[Excerpts from a dataset]
----

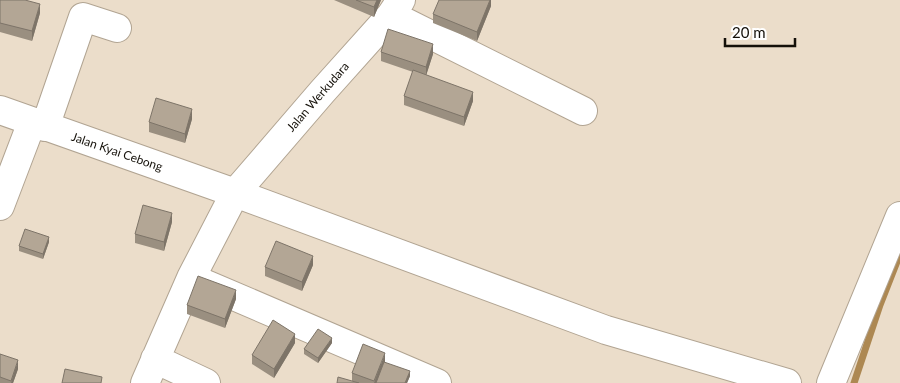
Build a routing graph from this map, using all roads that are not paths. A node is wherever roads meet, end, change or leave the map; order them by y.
1 (85, 8) edge
2 (396, 8) edge
3 (117, 28) dead end
4 (0, 110) edge
5 (583, 111) dead end
6 (38, 125) junction
7 (235, 193) junction
8 (0, 206) edge
9 (900, 216) edge
10 (191, 278) junction
11 (150, 371) edge
12 (206, 383) edge
13 (437, 383) edge
14 (787, 383) edge
15 (831, 383) edge

1 - 3 street
1 - 6 street
2 - 5 street
2 - 7 street, Jalan Werkudara
4 - 6 street, Jalan Kyai Cebong
6 - 7 street, Jalan Kyai Cebong
6 - 8 street
7 - 10 street, Jalan Werkudara
7 - 14 street, Jalan Kyai Cebong
9 - 15 street
10 - 11 street, Jalan Werkudara
10 - 13 street
11 - 12 street

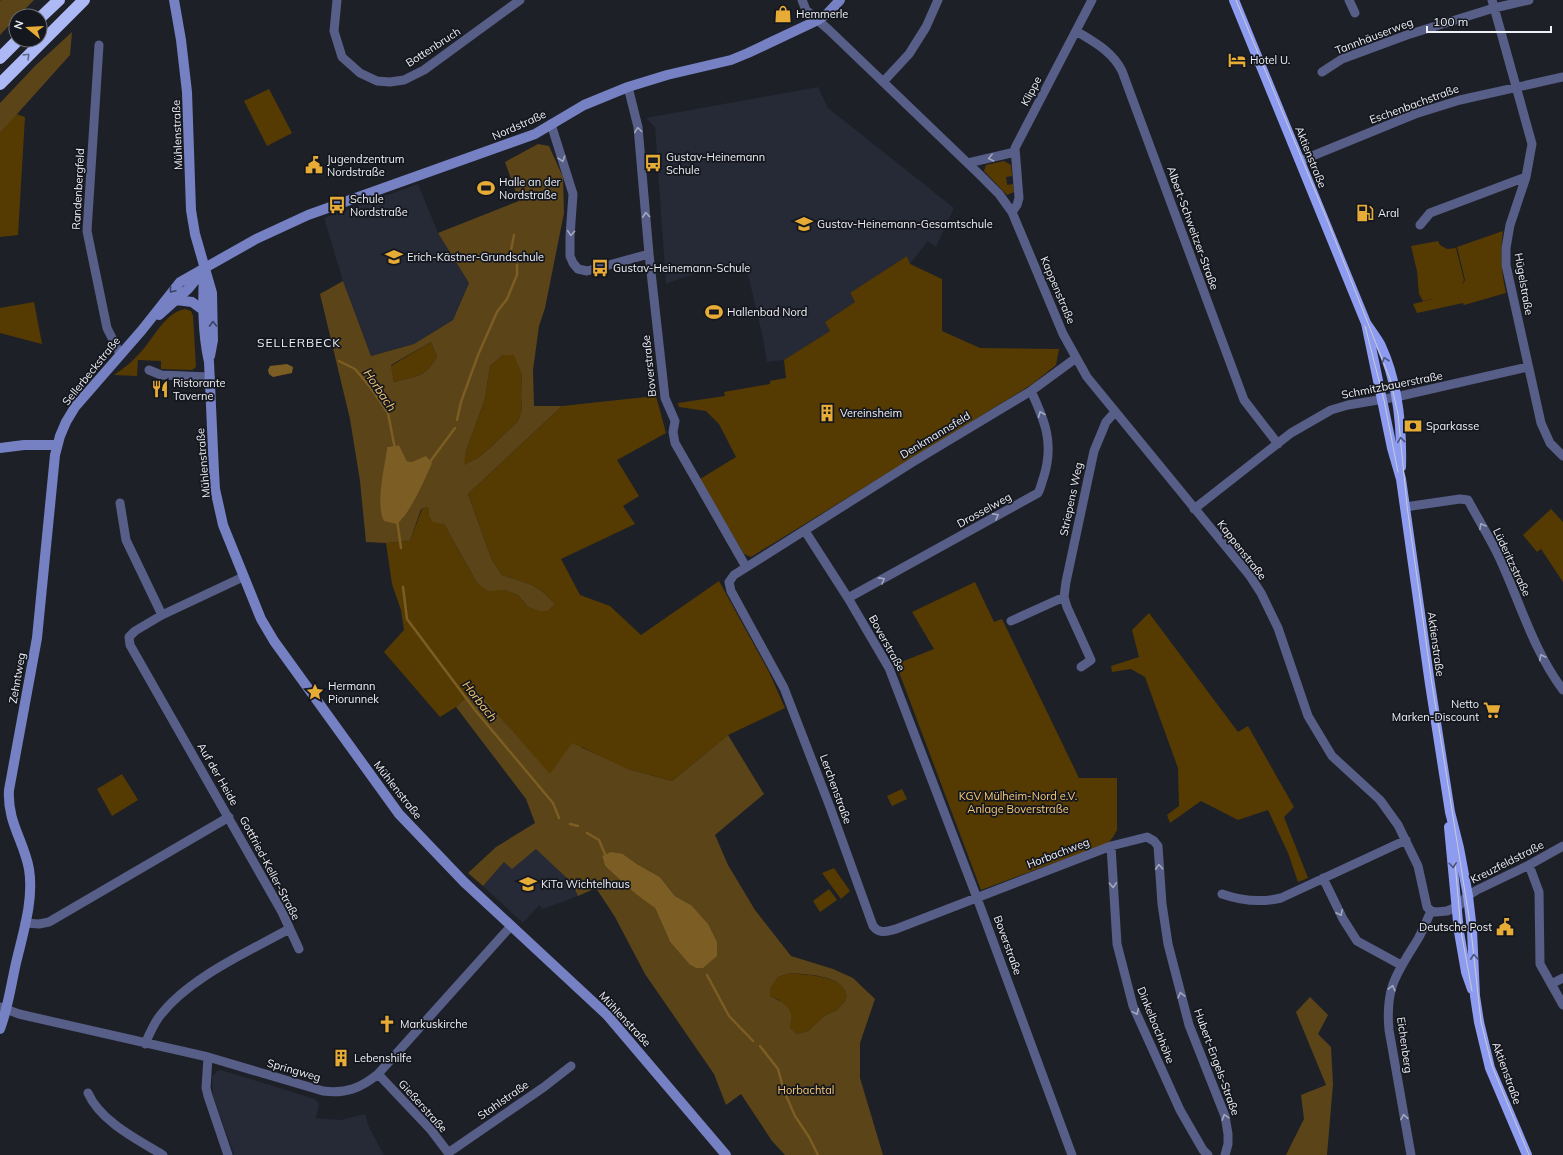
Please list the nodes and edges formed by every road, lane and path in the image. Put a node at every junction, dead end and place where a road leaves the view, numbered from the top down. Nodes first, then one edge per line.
1 (59, 0) edge
2 (84, 0) edge
3 (174, 0) edge
4 (337, 0) edge
5 (520, 0) edge
6 (802, 0) edge
7 (840, 0) edge
8 (938, 0) edge
9 (1092, 0) edge
10 (1234, 0) edge
11 (1349, 0) edge
12 (1529, 0) edge
13 (1493, 4) edge
14 (48, 10) edge
15 (1355, 13) dead end
16 (818, 20) junction
17 (1076, 31) junction
18 (99, 45) dead end
19 (10, 48) edge
20 (0, 58) edge
21 (1322, 72) dead end
22 (1563, 77) edge
23 (883, 82) junction
24 (0, 84) edge
25 (628, 87) junction
26 (1517, 87) junction
27 (551, 124) junction
28 (1015, 152) junction
29 (1300, 161) junction
30 (968, 163) junction
31 (1526, 177) junction
32 (1012, 212) junction
33 (1420, 225) dead end
34 (649, 254) junction
35 (204, 269) junction
36 (176, 300) junction
37 (203, 310) junction
38 (1366, 323) junction
39 (142, 330) junction
40 (120, 354) junction
41 (1076, 358) junction
42 (209, 362) junction
43 (1528, 367) junction
44 (149, 370) dead end
45 (210, 377) junction
46 (1031, 391) junction
47 (1396, 397) junction
48 (1382, 400) junction
49 (1115, 412) junction
50 (1278, 444) junction
51 (57, 445) junction
52 (0, 448) edge
53 (1563, 456) edge
54 (1401, 479) junction
55 (120, 504) dead end
56 (1405, 507) junction
57 (1194, 509) junction
58 (805, 531) junction
59 (746, 568) junction
60 (243, 577) junction
61 (1064, 597) junction
62 (848, 598) junction
63 (162, 615) junction
64 (1011, 621) dead end
65 (1081, 667) dead end
66 (1563, 690) edge
67 (1450, 812) junction
68 (229, 817) junction
69 (1150, 838) joint
70 (1406, 840) junction
71 (1111, 846) junction
72 (1563, 846) edge
73 (1529, 865) junction
74 (1324, 878) junction
75 (1222, 894) dead end
76 (977, 898) junction
77 (1462, 901) junction
78 (1431, 911) junction
79 (25, 923) junction
80 (511, 926) junction
81 (289, 929) junction
82 (299, 949) dead end
83 (1401, 965) junction
84 (1563, 978) edge
85 (1551, 984) junction
86 (1474, 996) junction
87 (1563, 1005) edge
88 (3, 1008) edge
89 (0, 1029) edge
90 (145, 1044) junction
91 (208, 1057) junction
92 (571, 1066) dead end
93 (378, 1074) junction
94 (88, 1093) dead end
95 (449, 1154) edge
96 (163, 1155) edge
97 (228, 1155) edge
98 (726, 1155) edge
99 (1072, 1155) edge
100 (1208, 1155) edge
101 (1225, 1155) edge
102 (1411, 1155) edge
103 (1527, 1155) edge

1 - 14 highway
24 -> 2 highway
3 - 35 street, Mühlenstraße
4 - 5 street, Bottenbruch
6 - 16 street, Kappenstraße
7 - 16 street, Nordstraße
8 - 23 street
9 - 17 street, Klippe
10 - 29 main road, Aktienstraße
11 - 15 street
12 - 13 street, Tannhäuserweg
13 - 21 street, Tannhäuserweg
13 - 26 street, Hügelstraße
16 - 23 street, Kappenstraße
16 - 25 street, Nordstraße
17 - 28 street, Klippe
17 - 50 street, Albert-Schweitzer-Straße
18 - 40 street, Randenbergfeld
19 - 20 highway
22 - 26 street, Eschenbachstraße
23 - 30 street, Kappenstraße
25 - 27 street, Nordstraße
34 -> 25 street, Boverstraße
26 - 29 street, Eschenbachstraße
26 - 31 street, Hügelstraße
27 -> 34 street
27 - 35 street, Nordstraße
28 -> 30 street
28 - 32 street
29 - 38 main road, Aktienstraße
30 - 32 street, Kappenstraße
31 - 33 street
31 - 43 street, Hügelstraße
32 - 41 street, Kappenstraße
34 - 59 street, Boverstraße
35 - 36 street, Sellerbeckstraße
35 - 37 street, Mühlenstraße
35 -> 39 street, Sellerbeckstraße
42 -> 35 street, Mühlenstraße
36 - 37 street
36 - 39 street, Sellerbeckstraße
37 - 42 street, Mühlenstraße
47 -> 38 main road, Aktienstraße
38 - 48 main road, Aktienstraße
39 - 40 street, Sellerbeckstraße
40 - 51 street, Sellerbeckstraße
41 - 46 street, Denkmannsfeld
41 - 49 street, Kappenstraße
42 - 45 street, Mühlenstraße
43 - 47 street, Schmitzbauerstraße
43 - 53 street, Hügelstraße
44 - 45 street
45 - 60 street, Mühlenstraße
46 - 58 street, Denkmannsfeld
62 -> 46 street, Drosselweg
47 - 48 street, Schmitzbauerstraße
54 -> 47 main road, Aktienstraße
48 - 50 street, Schmitzbauerstraße
48 - 54 main road, Aktienstraße
49 - 57 street, Kappenstraße
49 - 61 street, Striepens Weg
50 - 57 street, Schmitzbauerstraße
51 - 52 street
51 - 79 street, Zehntweg
54 - 56 main road, Aktienstraße
55 - 63 street
66 -> 56 street, Lüderitzstraße
56 - 67 main road, Aktienstraße
57 - 70 street, Kappenstraße
58 - 59 street
58 - 62 street, Boverstraße
59 - 76 street, Lerchenstraße
60 - 63 street, Auf der Heide
60 - 80 street, Mühlenstraße
61 - 64 street
61 - 65 street
62 - 76 street, Boverstraße
63 - 68 street, Auf der Heide
67 - 77 main road, Aktienstraße
67 -> 77 main road, Aktienstraße
68 - 79 street, Auf der Heide
68 - 81 street, Gottfried-Keller-Straße
69 - 71 street, Horbachweg
101 -> 69 street, Hubert-Engels-Straße
70 - 74 street
70 - 78 street, Kappenstraße
71 - 76 street, Horbachweg
71 -> 100 street, Dinkelbachhöhe
72 - 73 street, Kreuzfeldstraße
73 - 77 street, Kreuzfeldstraße
73 - 85 street
74 - 75 street
74 -> 83 street
76 - 99 street, Boverstraße
77 - 78 street
77 - 86 main road, Aktienstraße
86 -> 77 main road, Aktienstraße
78 - 83 street, Eichenberg
79 - 88 street, Zehntweg
80 - 93 street, Springweg
80 - 98 street, Mühlenstraße
81 - 82 street, Gottfried-Keller-Straße
81 - 90 street, Gottfried-Keller-Straße
102 -> 83 street, Eichenberg
84 - 85 street
85 - 87 street
86 - 103 main road, Aktienstraße
88 - 89 street, Zehntweg
88 - 90 street, Springweg
90 - 91 street, Springweg
91 - 93 street, Springweg
91 - 97 street
92 - 95 street, Stahlstraße
93 - 95 street, Gießerstraße
94 - 96 street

----

**Your instructions:** Make a list of all lines in the data that contain "Keller".

**Task response:**
68 - 81 street, Gottfried-Keller-Straße
81 - 82 street, Gottfried-Keller-Straße
81 - 90 street, Gottfried-Keller-Straße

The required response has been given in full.